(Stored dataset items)
◇ ◇ ◇ ◇ ◇ ◇ ◇
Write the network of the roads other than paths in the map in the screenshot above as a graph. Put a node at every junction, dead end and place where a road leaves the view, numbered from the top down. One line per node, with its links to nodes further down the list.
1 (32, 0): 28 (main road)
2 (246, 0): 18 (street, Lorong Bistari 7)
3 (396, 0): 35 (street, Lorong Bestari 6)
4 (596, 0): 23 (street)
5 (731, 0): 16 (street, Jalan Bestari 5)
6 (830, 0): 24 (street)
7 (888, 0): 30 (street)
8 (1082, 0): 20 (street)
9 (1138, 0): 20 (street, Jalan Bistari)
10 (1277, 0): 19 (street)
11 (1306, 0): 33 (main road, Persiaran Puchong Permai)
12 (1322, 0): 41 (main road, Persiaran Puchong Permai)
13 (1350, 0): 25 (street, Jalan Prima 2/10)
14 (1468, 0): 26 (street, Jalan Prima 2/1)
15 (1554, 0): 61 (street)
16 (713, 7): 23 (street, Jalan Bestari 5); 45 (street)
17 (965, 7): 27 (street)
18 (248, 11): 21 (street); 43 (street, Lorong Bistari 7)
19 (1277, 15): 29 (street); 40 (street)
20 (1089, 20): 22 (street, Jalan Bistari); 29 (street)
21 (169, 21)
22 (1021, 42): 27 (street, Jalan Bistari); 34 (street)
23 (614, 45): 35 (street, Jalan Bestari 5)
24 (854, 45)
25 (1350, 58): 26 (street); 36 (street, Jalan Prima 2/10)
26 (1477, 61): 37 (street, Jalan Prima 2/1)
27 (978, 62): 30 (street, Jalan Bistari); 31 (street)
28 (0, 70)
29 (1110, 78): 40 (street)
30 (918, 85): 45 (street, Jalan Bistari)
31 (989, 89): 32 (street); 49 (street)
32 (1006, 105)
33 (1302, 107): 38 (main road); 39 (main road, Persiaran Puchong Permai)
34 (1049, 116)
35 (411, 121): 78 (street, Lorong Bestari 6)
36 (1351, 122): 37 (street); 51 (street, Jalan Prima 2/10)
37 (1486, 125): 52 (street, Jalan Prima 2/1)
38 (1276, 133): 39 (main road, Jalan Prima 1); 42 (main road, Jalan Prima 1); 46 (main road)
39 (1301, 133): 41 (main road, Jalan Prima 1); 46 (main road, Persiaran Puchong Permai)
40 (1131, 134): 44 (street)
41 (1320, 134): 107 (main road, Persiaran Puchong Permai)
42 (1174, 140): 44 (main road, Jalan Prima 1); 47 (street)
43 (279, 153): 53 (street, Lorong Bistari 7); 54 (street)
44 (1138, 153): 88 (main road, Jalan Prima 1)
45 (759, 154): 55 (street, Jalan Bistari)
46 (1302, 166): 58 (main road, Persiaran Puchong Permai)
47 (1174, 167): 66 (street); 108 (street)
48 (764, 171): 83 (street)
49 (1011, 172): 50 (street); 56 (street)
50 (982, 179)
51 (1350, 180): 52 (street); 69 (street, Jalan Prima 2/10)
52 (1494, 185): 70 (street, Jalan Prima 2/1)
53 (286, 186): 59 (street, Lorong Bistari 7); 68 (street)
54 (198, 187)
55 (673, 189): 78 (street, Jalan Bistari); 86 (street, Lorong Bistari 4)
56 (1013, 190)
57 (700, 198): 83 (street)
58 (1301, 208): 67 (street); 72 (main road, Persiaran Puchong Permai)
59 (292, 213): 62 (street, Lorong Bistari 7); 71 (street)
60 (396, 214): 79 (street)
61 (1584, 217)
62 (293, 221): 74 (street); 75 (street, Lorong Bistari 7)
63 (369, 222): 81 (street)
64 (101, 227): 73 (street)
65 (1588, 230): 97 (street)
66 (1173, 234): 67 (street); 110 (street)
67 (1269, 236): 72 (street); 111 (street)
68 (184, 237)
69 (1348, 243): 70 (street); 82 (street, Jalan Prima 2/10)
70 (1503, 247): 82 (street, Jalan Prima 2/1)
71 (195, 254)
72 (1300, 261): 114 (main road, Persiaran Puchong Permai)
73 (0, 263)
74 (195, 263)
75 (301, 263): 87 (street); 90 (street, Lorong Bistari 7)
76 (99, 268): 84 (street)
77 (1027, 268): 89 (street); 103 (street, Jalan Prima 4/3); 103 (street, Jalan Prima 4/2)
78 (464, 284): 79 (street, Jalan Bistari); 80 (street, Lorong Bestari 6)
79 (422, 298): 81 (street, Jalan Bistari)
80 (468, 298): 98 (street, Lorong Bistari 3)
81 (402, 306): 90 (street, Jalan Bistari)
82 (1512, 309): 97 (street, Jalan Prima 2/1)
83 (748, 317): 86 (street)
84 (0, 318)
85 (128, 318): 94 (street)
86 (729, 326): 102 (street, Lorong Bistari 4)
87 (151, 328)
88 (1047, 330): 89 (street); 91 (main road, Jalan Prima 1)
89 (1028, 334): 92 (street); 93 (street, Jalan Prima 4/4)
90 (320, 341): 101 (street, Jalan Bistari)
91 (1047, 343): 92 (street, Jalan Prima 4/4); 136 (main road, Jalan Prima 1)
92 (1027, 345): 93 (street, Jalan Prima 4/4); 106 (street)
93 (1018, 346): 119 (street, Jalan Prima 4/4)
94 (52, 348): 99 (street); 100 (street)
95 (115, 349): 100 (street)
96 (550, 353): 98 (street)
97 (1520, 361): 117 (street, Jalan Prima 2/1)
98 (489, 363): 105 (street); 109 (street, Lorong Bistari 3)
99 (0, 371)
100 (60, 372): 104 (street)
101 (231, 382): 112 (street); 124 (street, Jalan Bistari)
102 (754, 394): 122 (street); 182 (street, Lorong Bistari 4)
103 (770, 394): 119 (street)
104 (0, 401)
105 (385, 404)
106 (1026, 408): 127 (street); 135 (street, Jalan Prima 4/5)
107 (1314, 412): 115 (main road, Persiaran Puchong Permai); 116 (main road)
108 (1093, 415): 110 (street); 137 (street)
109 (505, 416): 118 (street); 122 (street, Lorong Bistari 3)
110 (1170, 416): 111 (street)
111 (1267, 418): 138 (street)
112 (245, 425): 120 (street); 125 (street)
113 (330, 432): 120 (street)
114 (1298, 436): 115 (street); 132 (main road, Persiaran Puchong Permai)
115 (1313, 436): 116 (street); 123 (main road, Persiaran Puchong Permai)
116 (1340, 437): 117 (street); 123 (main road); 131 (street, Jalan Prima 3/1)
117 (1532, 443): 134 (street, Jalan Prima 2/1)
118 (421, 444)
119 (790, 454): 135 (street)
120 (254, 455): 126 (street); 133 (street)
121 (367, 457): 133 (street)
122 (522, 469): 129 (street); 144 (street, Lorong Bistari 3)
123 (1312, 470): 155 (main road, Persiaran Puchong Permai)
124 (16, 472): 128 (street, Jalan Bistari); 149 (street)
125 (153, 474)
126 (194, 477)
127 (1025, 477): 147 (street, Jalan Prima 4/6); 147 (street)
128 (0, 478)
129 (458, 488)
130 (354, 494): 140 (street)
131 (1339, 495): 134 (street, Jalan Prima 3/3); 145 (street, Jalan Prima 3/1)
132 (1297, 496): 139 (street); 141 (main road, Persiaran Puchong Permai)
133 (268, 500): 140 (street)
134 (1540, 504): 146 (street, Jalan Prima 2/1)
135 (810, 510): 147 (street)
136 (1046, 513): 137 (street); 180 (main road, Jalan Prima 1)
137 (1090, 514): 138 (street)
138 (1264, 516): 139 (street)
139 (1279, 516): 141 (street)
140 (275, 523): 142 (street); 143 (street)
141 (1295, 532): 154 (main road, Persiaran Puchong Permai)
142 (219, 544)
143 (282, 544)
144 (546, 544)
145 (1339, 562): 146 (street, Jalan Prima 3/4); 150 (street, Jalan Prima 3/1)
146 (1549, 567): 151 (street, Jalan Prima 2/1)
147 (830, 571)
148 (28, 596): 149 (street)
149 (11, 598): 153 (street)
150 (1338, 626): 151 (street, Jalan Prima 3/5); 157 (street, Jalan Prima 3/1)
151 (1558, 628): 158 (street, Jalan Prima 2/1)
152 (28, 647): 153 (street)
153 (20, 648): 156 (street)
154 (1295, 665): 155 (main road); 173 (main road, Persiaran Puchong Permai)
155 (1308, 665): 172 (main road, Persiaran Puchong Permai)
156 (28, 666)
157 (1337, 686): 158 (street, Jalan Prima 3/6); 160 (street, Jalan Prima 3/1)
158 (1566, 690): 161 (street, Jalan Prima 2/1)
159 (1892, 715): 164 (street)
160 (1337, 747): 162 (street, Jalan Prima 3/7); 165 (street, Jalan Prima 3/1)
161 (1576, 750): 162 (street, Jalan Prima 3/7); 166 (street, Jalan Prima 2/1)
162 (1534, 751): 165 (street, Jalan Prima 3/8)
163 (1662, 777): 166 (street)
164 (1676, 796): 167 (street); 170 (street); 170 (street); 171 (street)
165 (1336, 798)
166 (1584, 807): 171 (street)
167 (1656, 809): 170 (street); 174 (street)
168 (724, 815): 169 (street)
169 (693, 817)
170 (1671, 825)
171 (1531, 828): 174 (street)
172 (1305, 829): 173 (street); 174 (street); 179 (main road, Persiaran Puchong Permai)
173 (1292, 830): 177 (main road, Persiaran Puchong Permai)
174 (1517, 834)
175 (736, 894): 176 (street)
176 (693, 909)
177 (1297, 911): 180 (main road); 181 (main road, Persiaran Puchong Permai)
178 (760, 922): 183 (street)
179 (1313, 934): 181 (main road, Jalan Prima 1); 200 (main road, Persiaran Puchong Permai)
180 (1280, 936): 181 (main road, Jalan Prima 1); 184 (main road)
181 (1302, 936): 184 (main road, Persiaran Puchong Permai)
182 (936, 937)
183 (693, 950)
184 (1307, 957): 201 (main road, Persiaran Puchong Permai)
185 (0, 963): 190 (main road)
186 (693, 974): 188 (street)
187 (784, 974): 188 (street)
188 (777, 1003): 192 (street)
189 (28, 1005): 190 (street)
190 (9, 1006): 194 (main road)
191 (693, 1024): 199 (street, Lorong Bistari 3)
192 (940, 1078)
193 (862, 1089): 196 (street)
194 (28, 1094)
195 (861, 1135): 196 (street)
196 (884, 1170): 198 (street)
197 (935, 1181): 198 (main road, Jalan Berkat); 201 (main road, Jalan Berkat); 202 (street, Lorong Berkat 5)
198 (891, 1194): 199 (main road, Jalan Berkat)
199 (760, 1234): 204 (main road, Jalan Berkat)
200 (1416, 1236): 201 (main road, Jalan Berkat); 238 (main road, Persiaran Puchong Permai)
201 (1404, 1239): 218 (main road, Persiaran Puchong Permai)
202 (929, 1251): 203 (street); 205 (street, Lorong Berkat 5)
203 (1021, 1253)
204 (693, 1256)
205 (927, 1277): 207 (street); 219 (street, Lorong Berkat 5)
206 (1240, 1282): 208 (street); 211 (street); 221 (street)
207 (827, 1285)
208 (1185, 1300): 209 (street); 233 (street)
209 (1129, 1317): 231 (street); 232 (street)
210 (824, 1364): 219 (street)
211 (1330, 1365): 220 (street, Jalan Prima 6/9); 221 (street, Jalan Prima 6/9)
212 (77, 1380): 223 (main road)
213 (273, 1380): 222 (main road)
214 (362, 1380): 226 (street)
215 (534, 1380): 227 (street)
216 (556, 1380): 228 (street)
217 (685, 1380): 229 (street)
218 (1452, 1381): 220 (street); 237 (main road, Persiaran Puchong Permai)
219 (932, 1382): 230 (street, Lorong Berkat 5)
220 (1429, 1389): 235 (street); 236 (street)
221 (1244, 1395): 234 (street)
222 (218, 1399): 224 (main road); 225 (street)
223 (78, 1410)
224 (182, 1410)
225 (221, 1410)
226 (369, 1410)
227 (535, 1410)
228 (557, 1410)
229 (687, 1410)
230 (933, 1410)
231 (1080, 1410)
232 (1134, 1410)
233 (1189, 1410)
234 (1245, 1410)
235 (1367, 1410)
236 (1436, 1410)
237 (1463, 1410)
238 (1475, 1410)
◇ ◇ ◇ ◇ ◇ ◇ ◇
### Instructions for the task
Look through the entries and find each line that has the string "Bestari". Copy those lines.

### Solution
3 (396, 0): 35 (street, Lorong Bestari 6)
5 (731, 0): 16 (street, Jalan Bestari 5)
16 (713, 7): 23 (street, Jalan Bestari 5); 45 (street)
23 (614, 45): 35 (street, Jalan Bestari 5)
35 (411, 121): 78 (street, Lorong Bestari 6)
78 (464, 284): 79 (street, Jalan Bistari); 80 (street, Lorong Bestari 6)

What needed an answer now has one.